If indeed the Lower Bound prevails, the U.S. will have to find alternative sources of energy to fuel its economy. Yergin believes that economic growth is the key to the survival of Western society. And energy, he argues, is the key to economic growth. By depending greatly on foreign sources with fluctuating prices, Western governments have had a hard time trying to organize coherent energy plans and efficient market corrections. Business have difficulty attempting to gauge energy prices and are afraid to make investments beyond the short term. It is that lack of long-term thinking in both the public and private sectors which Yergin says has prevented a national consensus on energy. He would like Western countries to begin to develop such a consensus for energy self-sufficiency to prevent destructive dependencies.
However, more immediate fears are predicated on what would happen if the oil supply to industrialized countries was suddenly cut off. The Arab oil embargo in 1973 and the fall of the shah in 1978 were oil shocks which, according to Yergin, could foreshadow a more rehabilitating oil stoppage. Those two events alone hiked the price of OPEC oil by four and two-and-a-half times respectively, clearly contributing to the West's high inflation and unemployment rates. Yergin predicts that a third oil shock could shake the economic systems of Western countries that have not yet learned to prosper in a time of expensive energy. The effects on developing countries would be worse because their nascent growth is inexorable linked to inexpensive and therefore available energy.
GLOBAL INSECURITY is supposed to be a wake-up alarm for the American people.
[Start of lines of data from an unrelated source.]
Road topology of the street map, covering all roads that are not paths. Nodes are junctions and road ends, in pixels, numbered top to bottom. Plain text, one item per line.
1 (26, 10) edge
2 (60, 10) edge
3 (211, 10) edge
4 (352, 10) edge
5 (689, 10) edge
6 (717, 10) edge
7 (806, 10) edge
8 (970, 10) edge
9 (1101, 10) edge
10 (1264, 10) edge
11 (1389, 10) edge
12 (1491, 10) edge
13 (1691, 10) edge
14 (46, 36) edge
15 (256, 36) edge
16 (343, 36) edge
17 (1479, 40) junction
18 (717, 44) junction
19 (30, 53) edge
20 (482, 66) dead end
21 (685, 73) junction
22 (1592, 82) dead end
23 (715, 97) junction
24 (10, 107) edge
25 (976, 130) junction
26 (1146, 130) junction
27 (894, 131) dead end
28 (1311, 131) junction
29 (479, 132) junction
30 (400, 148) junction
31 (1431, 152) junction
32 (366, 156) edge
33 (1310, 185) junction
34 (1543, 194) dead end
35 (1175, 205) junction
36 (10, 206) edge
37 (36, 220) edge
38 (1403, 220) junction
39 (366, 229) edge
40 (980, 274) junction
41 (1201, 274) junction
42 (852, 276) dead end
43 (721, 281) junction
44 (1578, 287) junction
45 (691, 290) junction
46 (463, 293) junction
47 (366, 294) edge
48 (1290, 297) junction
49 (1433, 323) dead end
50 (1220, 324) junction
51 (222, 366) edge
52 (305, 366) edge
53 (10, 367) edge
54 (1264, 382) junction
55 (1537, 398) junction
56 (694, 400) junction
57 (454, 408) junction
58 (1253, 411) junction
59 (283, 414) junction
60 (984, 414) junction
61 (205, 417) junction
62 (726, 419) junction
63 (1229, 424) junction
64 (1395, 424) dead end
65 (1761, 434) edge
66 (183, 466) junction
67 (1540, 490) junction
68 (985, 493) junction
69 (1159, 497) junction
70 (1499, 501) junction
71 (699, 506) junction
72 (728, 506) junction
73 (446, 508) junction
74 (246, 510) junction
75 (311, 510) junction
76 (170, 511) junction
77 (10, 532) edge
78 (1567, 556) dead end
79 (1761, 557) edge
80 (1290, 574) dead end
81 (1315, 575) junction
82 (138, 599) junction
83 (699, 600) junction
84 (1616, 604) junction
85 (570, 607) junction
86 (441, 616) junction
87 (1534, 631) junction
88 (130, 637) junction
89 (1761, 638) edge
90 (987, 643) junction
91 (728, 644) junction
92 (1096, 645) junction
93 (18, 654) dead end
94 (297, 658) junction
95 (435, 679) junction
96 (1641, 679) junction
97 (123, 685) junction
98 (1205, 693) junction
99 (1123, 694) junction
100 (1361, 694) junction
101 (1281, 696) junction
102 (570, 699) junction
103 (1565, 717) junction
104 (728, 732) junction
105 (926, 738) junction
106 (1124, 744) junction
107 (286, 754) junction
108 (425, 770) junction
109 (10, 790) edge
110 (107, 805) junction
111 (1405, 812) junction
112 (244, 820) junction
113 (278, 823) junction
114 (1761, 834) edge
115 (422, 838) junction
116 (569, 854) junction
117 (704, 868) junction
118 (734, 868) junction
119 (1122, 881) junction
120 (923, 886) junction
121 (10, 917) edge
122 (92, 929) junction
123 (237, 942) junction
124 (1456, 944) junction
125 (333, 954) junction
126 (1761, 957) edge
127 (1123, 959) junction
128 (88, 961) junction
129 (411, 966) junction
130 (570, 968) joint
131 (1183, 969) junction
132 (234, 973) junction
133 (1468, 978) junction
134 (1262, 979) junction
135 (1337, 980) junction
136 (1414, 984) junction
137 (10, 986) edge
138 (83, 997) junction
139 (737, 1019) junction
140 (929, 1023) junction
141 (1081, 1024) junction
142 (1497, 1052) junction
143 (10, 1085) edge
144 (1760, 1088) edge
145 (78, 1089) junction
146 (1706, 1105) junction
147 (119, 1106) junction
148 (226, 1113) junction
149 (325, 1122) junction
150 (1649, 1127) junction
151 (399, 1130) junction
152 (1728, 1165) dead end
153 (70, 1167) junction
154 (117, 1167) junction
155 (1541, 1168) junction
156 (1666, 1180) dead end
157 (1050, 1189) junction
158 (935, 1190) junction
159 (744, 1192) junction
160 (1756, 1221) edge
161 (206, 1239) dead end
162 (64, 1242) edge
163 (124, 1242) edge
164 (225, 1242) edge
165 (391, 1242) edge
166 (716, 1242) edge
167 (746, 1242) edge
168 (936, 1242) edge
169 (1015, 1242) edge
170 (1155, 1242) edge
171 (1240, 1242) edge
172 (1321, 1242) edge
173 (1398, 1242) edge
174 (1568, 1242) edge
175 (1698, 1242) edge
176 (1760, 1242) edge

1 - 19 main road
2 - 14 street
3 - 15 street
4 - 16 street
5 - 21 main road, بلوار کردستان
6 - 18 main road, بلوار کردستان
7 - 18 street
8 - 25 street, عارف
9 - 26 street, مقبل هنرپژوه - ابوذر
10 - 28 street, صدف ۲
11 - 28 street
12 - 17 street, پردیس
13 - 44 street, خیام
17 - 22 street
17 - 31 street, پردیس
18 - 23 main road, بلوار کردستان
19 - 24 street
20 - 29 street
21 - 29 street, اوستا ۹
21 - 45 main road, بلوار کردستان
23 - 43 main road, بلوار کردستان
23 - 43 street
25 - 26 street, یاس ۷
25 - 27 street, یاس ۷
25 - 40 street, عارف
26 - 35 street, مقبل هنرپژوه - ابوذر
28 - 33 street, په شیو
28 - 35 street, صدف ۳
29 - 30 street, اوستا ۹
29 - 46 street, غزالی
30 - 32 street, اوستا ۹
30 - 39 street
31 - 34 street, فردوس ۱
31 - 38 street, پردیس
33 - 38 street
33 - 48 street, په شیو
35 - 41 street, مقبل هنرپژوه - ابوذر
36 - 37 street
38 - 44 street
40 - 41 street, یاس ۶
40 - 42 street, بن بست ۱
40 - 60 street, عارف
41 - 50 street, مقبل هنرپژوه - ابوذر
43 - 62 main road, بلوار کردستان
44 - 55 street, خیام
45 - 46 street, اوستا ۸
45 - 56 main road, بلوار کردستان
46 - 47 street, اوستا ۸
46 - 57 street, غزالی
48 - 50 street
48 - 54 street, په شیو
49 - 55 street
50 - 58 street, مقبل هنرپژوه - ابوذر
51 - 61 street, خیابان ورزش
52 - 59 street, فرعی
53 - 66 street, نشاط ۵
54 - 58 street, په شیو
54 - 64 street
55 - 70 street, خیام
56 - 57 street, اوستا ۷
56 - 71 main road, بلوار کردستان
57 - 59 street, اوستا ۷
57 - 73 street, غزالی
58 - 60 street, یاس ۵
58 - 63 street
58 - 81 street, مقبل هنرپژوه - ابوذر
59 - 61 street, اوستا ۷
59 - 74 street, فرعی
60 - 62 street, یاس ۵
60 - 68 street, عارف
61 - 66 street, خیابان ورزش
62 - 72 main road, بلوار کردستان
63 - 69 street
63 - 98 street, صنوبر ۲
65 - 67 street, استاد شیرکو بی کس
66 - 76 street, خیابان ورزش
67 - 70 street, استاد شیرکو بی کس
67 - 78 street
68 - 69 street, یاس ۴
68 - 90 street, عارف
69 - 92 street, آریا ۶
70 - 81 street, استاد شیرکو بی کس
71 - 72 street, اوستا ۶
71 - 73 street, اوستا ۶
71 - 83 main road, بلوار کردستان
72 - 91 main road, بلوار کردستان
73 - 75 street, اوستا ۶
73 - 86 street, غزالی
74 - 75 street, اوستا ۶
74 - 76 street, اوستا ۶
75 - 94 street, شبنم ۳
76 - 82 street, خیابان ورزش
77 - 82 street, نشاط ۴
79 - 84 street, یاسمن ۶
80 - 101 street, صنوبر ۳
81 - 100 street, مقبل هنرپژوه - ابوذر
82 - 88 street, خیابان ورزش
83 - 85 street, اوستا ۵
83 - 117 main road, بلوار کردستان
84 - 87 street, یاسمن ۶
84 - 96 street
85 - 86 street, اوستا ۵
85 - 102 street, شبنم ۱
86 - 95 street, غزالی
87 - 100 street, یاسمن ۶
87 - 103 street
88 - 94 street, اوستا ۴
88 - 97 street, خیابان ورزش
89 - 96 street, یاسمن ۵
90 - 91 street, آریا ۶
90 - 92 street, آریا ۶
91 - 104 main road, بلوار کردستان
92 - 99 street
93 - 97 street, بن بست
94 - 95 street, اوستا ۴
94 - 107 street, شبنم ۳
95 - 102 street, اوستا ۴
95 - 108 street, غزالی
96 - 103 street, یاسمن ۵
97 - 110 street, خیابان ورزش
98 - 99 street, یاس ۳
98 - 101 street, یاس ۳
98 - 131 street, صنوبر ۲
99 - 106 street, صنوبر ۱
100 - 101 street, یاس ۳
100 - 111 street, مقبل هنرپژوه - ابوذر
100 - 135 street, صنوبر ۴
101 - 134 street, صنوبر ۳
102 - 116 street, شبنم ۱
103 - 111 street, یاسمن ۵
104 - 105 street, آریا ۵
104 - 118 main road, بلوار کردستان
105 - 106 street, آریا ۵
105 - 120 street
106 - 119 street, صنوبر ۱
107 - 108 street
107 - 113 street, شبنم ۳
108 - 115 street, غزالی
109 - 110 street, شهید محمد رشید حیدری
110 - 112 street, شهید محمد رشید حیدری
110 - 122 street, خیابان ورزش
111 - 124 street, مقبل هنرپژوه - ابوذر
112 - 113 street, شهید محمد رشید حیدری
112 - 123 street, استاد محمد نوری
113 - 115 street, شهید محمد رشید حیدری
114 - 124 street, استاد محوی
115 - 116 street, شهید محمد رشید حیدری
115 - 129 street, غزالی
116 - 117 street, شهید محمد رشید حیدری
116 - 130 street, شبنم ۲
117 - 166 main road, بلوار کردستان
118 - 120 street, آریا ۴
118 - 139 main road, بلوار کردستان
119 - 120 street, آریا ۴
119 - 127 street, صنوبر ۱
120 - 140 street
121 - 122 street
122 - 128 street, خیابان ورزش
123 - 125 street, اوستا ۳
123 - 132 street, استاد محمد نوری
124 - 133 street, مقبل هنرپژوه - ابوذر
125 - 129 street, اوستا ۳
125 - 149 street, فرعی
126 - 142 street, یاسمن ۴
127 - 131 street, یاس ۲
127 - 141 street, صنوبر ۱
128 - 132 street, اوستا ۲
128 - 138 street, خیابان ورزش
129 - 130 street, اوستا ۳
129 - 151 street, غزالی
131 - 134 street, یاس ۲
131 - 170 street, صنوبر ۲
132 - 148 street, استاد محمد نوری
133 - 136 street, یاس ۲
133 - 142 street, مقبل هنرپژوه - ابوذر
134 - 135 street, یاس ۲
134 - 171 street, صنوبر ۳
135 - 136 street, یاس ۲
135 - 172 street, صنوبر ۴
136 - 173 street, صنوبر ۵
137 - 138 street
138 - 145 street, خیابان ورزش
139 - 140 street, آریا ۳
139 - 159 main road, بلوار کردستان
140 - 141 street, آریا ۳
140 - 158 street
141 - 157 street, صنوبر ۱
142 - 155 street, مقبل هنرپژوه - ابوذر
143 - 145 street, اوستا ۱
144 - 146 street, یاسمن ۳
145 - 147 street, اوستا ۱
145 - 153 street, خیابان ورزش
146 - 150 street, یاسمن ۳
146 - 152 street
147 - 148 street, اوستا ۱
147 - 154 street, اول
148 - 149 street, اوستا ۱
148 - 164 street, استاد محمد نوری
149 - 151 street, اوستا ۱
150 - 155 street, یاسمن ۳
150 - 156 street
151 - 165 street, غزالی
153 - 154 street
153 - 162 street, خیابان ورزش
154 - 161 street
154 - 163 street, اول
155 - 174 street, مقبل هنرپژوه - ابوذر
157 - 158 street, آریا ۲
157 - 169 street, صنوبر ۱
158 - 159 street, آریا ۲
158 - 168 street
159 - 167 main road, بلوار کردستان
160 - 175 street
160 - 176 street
However, with that alarm, the audience wants the news. In other words, Yergin and his co-authors have detailed the potential danger. Now, we want to know what we can do about it. They lay out a program, but it is not as comprehensive or cogent as their documentation of the problem. Yergin points to three main objectives: diversification of oil supplies, substitution by other energy sources, and energy conservation. The third goal is the basis for the book--what consumers and businesses with some government direction can do for themselves to help adjust. However, while that curbs the demand side of the problem, the supply part of the equation is dealt with in generalities.
While cutting energy demand might be a key to reducing the threat of a crisis, Americans will still drive their cars and companies will still produce such energy intensive products as steel. In sum, we still need oil and, more generally, abundant energy. The Mideast is risky, as are Mexico, Venezuela, and Nigeria in the long-term. And domestic off-shore drilling threatens not to live up to its promise. So, do we need a crash program to develop synthetic fuels? Coal is plentiful, but is it clean enough to be the electricity of the future? Are nuclear power, fusion and fission going to have a role in the next 20 years? And what should the government be spending to foster such research? These questions of supply, though hard to answer now, could have been more adroitly presented since in all likelihood they will have to be faced.
Daniel Yergin and his co-authors though, have issued a clear warning to the U.S. and the world to work out a coherent energy policy before time runs out. Global Security is an important book which conveys the immediacy of an energy problem pushed to the back-burner by the current administration that believes "the only energy crisis is the existence of the Department of Energy."